EXERCISE PROMPT:
Check every line of the material below for the string "Roja", and return the ones that have it.

MATERIAL FOR THE TASK:
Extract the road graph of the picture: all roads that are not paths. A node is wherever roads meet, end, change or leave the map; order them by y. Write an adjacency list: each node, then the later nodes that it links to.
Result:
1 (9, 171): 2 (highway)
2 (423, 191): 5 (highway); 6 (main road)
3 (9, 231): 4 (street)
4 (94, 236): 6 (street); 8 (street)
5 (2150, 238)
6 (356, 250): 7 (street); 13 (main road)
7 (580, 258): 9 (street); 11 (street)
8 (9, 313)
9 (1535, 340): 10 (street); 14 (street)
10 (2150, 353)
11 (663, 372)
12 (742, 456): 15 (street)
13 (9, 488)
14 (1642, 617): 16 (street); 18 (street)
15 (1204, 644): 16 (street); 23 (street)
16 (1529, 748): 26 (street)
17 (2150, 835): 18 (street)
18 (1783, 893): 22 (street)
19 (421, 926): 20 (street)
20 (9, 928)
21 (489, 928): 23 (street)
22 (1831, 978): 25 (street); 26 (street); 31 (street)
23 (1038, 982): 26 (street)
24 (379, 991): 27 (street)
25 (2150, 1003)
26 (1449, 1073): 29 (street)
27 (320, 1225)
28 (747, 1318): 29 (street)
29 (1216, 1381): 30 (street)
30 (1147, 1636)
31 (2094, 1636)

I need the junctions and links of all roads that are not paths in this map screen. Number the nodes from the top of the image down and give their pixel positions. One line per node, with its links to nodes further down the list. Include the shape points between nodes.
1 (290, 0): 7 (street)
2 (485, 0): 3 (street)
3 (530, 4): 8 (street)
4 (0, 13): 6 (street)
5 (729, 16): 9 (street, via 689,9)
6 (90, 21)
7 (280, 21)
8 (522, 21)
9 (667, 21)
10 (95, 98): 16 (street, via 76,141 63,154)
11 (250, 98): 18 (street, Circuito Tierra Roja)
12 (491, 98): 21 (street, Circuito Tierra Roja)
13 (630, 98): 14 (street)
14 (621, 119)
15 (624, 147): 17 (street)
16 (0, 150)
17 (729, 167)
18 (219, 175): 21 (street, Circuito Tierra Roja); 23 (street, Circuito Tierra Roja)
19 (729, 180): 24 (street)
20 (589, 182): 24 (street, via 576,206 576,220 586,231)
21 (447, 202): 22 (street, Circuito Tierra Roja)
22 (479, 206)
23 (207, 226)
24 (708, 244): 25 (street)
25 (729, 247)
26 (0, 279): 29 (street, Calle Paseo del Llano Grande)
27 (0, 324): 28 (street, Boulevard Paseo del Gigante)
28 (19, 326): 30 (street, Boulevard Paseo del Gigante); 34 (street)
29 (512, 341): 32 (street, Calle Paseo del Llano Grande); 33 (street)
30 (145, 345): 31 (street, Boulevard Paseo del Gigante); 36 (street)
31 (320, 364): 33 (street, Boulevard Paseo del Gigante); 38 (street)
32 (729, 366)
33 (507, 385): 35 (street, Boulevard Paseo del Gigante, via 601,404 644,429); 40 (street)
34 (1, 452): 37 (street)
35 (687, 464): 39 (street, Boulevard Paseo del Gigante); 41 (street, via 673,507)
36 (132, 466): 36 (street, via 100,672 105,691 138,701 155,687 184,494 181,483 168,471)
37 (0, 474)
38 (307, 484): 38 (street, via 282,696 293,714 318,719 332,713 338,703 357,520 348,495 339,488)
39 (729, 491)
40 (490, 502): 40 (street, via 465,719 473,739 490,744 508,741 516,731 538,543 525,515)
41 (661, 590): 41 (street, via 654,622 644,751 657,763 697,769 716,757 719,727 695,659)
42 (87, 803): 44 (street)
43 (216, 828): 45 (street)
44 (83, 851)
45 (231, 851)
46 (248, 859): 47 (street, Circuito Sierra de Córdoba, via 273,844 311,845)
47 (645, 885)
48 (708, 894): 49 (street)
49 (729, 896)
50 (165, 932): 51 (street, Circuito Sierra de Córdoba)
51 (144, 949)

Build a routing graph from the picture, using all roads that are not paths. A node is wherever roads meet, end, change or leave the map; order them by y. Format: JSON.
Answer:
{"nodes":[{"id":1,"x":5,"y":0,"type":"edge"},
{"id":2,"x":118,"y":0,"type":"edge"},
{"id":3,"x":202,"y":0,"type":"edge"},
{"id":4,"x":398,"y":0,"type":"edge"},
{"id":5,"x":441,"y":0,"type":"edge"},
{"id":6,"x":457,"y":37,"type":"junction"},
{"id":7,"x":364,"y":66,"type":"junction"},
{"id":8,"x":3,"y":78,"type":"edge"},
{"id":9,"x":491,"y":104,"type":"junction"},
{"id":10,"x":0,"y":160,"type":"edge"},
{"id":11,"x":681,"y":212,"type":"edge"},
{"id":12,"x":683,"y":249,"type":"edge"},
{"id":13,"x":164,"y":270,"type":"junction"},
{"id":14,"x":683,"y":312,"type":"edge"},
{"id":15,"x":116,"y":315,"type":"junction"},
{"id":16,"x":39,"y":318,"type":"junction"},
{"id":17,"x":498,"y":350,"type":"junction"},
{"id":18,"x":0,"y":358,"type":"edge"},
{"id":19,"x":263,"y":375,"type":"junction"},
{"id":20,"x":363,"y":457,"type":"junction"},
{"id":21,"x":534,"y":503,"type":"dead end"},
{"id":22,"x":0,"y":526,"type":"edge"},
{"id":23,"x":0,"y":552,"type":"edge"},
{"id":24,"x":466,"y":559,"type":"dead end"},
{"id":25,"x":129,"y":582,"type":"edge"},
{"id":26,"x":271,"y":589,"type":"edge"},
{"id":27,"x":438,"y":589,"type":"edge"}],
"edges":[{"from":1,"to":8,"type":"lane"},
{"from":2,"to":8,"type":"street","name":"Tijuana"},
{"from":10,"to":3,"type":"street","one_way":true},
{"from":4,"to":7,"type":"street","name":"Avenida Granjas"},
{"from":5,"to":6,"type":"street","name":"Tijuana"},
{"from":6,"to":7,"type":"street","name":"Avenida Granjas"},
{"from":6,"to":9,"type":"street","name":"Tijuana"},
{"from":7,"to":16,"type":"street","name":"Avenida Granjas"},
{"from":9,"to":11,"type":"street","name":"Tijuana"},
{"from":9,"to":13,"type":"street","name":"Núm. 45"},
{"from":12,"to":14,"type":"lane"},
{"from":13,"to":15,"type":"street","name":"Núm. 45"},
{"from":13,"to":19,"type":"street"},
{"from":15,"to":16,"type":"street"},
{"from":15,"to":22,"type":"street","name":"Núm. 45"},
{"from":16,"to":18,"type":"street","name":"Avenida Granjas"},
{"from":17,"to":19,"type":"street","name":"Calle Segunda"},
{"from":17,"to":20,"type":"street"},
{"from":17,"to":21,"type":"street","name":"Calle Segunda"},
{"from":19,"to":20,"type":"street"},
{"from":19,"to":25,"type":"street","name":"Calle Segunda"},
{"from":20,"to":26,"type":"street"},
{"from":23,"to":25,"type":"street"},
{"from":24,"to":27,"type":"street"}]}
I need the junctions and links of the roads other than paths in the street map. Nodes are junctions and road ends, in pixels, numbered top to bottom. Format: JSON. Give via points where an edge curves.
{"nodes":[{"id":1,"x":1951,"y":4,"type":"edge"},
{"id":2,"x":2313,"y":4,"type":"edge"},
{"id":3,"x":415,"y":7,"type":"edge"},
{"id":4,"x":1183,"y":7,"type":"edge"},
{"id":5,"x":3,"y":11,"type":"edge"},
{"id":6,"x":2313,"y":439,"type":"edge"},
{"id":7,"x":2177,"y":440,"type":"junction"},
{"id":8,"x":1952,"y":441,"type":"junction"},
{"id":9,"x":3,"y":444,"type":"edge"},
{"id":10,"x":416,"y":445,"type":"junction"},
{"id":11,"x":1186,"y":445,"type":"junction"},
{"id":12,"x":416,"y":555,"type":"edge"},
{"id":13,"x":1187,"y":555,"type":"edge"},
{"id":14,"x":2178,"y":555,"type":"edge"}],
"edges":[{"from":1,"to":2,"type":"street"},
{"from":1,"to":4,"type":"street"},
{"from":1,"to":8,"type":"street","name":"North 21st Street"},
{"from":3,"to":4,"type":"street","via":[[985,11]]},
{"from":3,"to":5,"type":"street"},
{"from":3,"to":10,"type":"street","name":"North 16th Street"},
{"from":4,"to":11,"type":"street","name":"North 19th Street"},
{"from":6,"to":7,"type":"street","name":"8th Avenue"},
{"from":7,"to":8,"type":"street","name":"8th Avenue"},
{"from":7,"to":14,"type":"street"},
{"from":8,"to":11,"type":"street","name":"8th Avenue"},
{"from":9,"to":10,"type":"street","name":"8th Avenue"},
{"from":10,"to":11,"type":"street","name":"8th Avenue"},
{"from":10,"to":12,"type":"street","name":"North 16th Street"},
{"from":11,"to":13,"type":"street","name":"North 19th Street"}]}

SOLVED EXERCISE:
11 (250, 98): 18 (street, Circuito Tierra Roja)
12 (491, 98): 21 (street, Circuito Tierra Roja)
18 (219, 175): 21 (street, Circuito Tierra Roja); 23 (street, Circuito Tierra Roja)
21 (447, 202): 22 (street, Circuito Tierra Roja)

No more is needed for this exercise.